In August 2011, New York City mayor Michael Bloomberg and philanthropist George Soros announced that their respective foundations will each contribute $30 million to a $127.5 million Young Men’s Initiative to “tackle the broad disparities slowing the advancement of black and Latino young men” in the city, by addressing the problems of education, poverty, health, unemployment, and incarceration.
An obvious question is whether, given the prevalence of these problems in many cities, the Bloomberg-Soros initiative can be replicated across the country, as Mayor Bloomberg hopes.
According to Politicker.com, Rep. Charlie Rangel (D-NY) “hopes President Obama takes a lesson” from Mayor Bloomberg:
“I think what the mayor has done is what the nation is going to have to do…This has to be a national policy.” [Rangel Wants the Nation to Follow Bloomberg]
Leaving aside how exactly the initiative can be translated into national policy, with respect to replication, few, if any, other cities have philanthropic-minded billionaires like Bloomberg and Soros who are similarly motivated and willing to put up substantial amounts to jump-start initiatives that address the problems of minority youth.
However, it does not have to happen on as large a scale as New York City’s–there are variants of the approach that are feasible for most other cities. Rather than wait for other Bloombergs and Soroses and/or the government, which would most likely be futile, one way is for a few wealthy people in an urban area to pool their funds on a more modest scale to jump-start an initiative. This could conceivably grow over time into a multimillion dollar effort through contributions by others, including people of more modest means who are similarly motivated.
The wealthy benefactors could join forces with other prominent, highly accomplished, and well-respected people in the urban area who may not be wealthy — and therefore cannot contribute much financially — but have strong reputations, connections, relationships, and public standing in their communities.
With such a high-profile team of people who can lend their credibility, prestige, gravitas, and imprimatur to the initiative, it would be able to attract additional contributions from governments, foundations, and individuals to make it large enough to have transformational impact. An example: in 1997, General Colin Powell used his stellar reputation and huge popularity to establish and mobilize funding for America’s Promise Alliance. Also, wealthy African Americans such as Oprah Winfrey, Bill Cosby, Reginald Lewis, Alphonse Fletcher Jr., and others have established multimillion dollar endowments and helped to advance numerous philanthropic initiatives in education and other areas.

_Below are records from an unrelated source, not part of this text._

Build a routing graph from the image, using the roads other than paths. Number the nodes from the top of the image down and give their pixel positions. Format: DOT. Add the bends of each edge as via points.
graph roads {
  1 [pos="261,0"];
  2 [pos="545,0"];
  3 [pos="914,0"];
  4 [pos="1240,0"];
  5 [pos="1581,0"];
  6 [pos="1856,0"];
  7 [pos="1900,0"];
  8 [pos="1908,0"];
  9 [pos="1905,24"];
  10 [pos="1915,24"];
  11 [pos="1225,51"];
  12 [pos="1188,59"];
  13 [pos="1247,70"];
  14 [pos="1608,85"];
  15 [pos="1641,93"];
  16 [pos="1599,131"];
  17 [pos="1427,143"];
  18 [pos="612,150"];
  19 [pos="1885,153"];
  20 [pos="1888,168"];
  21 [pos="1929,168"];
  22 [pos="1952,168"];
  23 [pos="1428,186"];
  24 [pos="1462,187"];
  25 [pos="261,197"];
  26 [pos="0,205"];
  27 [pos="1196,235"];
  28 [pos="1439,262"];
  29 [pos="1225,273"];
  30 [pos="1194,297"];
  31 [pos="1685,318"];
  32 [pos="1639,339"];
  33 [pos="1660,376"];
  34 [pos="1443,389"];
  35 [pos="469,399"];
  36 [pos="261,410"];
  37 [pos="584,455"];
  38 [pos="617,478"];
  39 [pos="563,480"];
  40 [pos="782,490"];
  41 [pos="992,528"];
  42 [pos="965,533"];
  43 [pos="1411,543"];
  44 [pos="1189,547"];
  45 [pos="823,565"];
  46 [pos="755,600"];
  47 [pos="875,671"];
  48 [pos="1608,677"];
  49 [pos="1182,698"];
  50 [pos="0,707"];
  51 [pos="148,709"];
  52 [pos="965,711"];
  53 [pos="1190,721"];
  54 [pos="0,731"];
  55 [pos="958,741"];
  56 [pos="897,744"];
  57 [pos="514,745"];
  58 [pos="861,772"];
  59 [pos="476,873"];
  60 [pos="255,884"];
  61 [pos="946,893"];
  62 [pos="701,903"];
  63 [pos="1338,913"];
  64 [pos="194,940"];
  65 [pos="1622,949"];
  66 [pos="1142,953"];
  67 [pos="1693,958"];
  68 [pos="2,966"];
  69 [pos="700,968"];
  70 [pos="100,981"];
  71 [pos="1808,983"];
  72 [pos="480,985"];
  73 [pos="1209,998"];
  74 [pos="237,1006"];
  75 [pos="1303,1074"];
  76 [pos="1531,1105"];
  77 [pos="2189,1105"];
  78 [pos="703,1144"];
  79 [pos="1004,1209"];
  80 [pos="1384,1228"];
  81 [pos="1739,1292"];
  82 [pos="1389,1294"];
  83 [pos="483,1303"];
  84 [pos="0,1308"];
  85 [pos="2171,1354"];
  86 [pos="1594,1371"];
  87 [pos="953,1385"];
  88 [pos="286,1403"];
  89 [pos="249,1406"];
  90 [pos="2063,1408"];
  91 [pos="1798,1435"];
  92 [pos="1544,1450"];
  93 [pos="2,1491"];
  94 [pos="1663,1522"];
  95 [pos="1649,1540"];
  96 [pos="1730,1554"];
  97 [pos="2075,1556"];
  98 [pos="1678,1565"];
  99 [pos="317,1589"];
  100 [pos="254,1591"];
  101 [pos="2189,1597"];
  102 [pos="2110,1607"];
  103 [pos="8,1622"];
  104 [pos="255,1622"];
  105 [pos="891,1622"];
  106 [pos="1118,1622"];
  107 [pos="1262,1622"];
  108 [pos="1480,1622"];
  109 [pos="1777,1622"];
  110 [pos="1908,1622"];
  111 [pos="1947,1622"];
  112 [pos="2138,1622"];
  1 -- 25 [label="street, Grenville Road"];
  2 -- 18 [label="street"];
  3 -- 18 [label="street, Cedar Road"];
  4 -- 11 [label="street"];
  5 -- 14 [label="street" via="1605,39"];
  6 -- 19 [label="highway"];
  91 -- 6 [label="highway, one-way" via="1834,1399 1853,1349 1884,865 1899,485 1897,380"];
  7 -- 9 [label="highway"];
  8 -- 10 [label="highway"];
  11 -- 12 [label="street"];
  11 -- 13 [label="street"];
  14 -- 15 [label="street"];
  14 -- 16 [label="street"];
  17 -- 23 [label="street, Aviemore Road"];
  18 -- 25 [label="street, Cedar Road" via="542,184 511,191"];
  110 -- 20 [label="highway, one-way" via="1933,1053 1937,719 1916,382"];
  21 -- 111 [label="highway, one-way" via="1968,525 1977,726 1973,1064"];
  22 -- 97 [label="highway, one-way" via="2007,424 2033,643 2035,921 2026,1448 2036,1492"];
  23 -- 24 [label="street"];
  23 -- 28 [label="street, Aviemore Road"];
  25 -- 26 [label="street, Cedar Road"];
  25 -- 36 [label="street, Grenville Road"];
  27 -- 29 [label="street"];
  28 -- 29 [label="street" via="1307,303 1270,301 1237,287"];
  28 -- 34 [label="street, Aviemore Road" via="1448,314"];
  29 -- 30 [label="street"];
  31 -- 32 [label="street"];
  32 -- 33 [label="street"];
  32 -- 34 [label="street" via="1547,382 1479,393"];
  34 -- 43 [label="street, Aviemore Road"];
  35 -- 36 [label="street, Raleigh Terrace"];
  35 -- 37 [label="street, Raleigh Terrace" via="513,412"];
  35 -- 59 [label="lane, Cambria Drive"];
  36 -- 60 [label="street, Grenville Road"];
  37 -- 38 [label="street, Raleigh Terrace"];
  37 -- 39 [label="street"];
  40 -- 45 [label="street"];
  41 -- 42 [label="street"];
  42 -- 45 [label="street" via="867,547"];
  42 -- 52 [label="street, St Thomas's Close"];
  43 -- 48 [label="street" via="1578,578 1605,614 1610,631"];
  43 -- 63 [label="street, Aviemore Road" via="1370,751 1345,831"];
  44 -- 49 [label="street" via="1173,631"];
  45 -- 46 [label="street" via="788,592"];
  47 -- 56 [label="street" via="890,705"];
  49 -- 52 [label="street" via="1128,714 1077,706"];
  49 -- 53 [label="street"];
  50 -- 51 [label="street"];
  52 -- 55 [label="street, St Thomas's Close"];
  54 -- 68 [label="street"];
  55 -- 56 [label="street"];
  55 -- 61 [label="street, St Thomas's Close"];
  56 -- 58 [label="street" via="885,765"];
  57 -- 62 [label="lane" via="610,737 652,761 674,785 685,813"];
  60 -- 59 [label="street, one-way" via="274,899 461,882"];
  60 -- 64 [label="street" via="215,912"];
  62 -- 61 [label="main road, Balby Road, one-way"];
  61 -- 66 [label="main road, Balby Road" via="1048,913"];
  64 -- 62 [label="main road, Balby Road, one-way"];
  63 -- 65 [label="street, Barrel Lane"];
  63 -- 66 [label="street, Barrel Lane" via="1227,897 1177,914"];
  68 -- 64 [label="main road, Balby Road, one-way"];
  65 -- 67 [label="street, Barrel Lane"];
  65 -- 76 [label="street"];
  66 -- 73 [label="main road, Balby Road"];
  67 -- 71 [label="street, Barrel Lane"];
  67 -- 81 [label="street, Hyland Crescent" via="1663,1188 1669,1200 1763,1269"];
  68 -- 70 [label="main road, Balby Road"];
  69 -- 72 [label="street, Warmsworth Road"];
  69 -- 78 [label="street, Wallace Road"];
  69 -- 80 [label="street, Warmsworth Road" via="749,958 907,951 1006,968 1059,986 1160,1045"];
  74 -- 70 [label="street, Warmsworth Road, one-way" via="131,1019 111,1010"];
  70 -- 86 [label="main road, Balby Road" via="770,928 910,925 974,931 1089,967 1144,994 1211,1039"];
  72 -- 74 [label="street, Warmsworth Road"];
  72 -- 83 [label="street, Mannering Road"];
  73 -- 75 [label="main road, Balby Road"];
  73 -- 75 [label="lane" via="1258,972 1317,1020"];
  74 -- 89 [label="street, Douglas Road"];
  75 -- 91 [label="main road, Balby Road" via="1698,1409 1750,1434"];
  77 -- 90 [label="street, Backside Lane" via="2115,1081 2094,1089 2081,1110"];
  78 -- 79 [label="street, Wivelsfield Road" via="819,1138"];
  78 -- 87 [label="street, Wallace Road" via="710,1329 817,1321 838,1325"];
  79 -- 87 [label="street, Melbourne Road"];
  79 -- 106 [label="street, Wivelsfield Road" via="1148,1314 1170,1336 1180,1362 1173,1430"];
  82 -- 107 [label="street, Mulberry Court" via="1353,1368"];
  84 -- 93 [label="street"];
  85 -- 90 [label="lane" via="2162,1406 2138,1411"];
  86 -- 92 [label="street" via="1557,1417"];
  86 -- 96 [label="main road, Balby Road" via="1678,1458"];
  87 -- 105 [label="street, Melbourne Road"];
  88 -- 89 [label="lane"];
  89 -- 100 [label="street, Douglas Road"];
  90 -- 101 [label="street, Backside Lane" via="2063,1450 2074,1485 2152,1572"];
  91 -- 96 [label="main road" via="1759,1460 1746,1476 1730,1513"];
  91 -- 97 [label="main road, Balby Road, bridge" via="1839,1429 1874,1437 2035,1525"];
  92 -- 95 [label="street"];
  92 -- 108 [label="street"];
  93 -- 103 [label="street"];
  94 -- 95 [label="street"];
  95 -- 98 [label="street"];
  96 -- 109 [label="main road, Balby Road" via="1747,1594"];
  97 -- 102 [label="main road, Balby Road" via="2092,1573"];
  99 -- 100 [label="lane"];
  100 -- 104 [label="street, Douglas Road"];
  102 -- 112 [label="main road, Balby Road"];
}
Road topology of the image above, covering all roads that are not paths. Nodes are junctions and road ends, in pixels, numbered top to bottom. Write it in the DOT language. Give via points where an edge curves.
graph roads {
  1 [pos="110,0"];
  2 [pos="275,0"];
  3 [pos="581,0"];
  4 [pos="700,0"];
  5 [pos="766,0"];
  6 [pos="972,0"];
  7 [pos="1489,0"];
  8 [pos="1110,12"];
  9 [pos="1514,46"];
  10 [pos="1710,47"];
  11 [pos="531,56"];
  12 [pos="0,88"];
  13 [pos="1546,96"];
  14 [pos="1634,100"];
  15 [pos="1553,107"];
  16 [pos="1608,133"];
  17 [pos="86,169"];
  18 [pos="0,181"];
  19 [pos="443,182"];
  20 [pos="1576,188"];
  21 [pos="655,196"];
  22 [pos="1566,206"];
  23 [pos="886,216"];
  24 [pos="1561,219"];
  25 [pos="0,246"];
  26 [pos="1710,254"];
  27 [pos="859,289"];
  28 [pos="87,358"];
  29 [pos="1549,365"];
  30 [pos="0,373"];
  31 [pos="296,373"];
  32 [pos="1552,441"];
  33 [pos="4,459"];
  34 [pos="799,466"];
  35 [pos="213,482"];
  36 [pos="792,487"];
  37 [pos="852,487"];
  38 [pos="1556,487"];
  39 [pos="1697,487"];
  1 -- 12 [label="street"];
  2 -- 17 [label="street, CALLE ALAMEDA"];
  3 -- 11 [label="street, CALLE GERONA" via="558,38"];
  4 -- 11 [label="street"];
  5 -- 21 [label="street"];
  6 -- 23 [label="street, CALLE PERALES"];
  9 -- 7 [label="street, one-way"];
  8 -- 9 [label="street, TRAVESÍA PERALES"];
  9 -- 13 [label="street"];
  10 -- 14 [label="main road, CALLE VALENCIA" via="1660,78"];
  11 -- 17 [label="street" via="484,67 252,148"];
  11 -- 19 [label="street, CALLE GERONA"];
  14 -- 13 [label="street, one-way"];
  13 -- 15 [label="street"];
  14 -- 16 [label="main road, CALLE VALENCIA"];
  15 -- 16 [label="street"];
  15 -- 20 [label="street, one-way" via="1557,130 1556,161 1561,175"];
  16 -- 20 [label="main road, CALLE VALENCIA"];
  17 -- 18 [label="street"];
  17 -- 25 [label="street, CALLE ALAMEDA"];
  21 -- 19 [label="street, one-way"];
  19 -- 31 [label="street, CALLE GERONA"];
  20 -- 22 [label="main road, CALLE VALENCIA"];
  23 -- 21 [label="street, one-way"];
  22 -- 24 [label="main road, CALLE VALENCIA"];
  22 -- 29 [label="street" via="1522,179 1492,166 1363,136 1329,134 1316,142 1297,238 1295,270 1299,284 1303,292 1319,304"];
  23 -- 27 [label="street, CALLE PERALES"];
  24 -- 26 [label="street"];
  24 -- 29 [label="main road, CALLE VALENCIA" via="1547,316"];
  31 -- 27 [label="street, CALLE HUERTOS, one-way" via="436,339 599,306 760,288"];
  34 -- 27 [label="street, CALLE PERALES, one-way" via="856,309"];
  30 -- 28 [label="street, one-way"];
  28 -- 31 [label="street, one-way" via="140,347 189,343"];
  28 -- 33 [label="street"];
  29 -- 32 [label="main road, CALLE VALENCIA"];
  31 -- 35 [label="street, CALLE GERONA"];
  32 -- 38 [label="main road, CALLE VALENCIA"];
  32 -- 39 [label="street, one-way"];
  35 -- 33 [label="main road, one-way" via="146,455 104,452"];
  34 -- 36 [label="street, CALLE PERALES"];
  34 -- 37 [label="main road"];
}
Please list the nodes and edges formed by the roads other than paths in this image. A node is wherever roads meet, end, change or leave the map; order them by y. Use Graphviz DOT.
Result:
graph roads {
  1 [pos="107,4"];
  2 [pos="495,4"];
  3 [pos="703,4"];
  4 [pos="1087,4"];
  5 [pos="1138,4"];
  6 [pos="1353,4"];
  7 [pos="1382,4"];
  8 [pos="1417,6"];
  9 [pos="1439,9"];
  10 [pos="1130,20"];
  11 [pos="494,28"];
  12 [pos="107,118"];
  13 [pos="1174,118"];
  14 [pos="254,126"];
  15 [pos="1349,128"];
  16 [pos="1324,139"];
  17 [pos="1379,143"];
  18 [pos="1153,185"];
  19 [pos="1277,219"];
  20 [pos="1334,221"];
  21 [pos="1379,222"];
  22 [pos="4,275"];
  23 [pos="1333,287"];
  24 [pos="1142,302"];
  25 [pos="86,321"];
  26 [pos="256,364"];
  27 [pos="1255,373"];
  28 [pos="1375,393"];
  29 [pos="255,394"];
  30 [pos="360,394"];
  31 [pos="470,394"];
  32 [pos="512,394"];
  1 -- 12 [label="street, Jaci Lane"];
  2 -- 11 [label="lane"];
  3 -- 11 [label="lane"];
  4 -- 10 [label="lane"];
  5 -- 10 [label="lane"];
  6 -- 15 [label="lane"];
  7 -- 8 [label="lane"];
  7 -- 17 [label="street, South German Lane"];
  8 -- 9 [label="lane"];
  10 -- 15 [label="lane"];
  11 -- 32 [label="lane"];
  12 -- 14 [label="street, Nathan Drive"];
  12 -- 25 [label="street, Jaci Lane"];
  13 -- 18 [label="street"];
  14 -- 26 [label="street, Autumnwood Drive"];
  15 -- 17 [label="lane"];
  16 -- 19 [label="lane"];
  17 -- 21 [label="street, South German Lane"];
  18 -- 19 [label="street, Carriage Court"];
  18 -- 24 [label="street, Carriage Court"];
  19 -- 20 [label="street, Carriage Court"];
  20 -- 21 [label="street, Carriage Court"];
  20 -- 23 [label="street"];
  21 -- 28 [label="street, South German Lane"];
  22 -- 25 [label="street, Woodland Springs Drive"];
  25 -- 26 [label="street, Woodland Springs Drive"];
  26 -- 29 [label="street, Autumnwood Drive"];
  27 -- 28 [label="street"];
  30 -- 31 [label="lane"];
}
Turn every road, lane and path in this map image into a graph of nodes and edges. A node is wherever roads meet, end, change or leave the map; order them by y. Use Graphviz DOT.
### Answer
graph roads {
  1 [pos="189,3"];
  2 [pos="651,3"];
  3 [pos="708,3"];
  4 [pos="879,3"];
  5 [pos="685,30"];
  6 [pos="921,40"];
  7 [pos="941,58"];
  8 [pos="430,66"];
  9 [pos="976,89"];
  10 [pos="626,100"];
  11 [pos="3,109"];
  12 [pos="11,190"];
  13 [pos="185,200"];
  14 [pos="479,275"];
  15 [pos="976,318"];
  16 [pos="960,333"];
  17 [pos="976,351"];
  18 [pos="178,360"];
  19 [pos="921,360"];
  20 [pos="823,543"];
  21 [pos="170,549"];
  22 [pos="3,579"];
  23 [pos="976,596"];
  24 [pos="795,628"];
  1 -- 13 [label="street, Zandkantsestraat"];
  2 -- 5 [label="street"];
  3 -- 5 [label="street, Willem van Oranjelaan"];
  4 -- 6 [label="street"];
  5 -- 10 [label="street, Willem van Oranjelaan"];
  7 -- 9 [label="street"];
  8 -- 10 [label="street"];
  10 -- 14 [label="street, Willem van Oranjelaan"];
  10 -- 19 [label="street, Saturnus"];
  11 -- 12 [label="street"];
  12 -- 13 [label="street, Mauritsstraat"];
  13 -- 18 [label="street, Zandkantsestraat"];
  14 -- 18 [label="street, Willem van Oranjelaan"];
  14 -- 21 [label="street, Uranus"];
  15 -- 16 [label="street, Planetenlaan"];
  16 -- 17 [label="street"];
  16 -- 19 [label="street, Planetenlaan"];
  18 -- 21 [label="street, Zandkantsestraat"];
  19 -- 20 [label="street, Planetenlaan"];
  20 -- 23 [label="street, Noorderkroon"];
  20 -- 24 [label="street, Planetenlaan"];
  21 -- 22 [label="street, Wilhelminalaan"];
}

Wealthy and not-so-wealthy but well-off/accomplished African Americans in urban areas could take the initiative along these lines to jump-start resource-pooling efforts in their respective communities. [The BlackProgress.com article, Financing Black Progress, Part 2: A Self-Reliance “Marshall Plan”: Creating a National Resource-Pooling Fund, discusses how a national resource-pooling fund could be created using such a strategy.]
The coming together of such respected people, who can use their popularity, power, influence, and connections to generate publicity, interest, and support for a fund, would have the positive, captivating effect of galvanizing large numbers of upper- and middle-class blacks (and nonblacks) to contribute modest amounts.
Such a broad-based, community-driven self-reliance approach could be particularly transformative. There is a strong tradition and long history of philanthropy and “giving back” in the black community, such as financial contributions to churches, charity and community organizations, etc. And the motivating factors in this regard remain strong. Therefore, there is no doubt that large numbers of African Americans would be willing to make at least modest contributions to a resource-pooling effort, as long as they are confident that the initiative will significantly improve the lives of children/youth who desperately need help.
To be sure, many wealthy African Americans are already helping to improve poor communities in various ways, though many critics assert — unfairly in some cases — that they do not do as much as they are capable of doing and have failed to meet their moral responsibility and obligations to those “left behind” in distressed communities.
By coming together and pooling funds and other resources to establish a large-scale initiative that would have much more clout and be much more potent than the combined effect of their much smaller individual efforts, they obviously would have a much more transformational and lasting impact on their communities.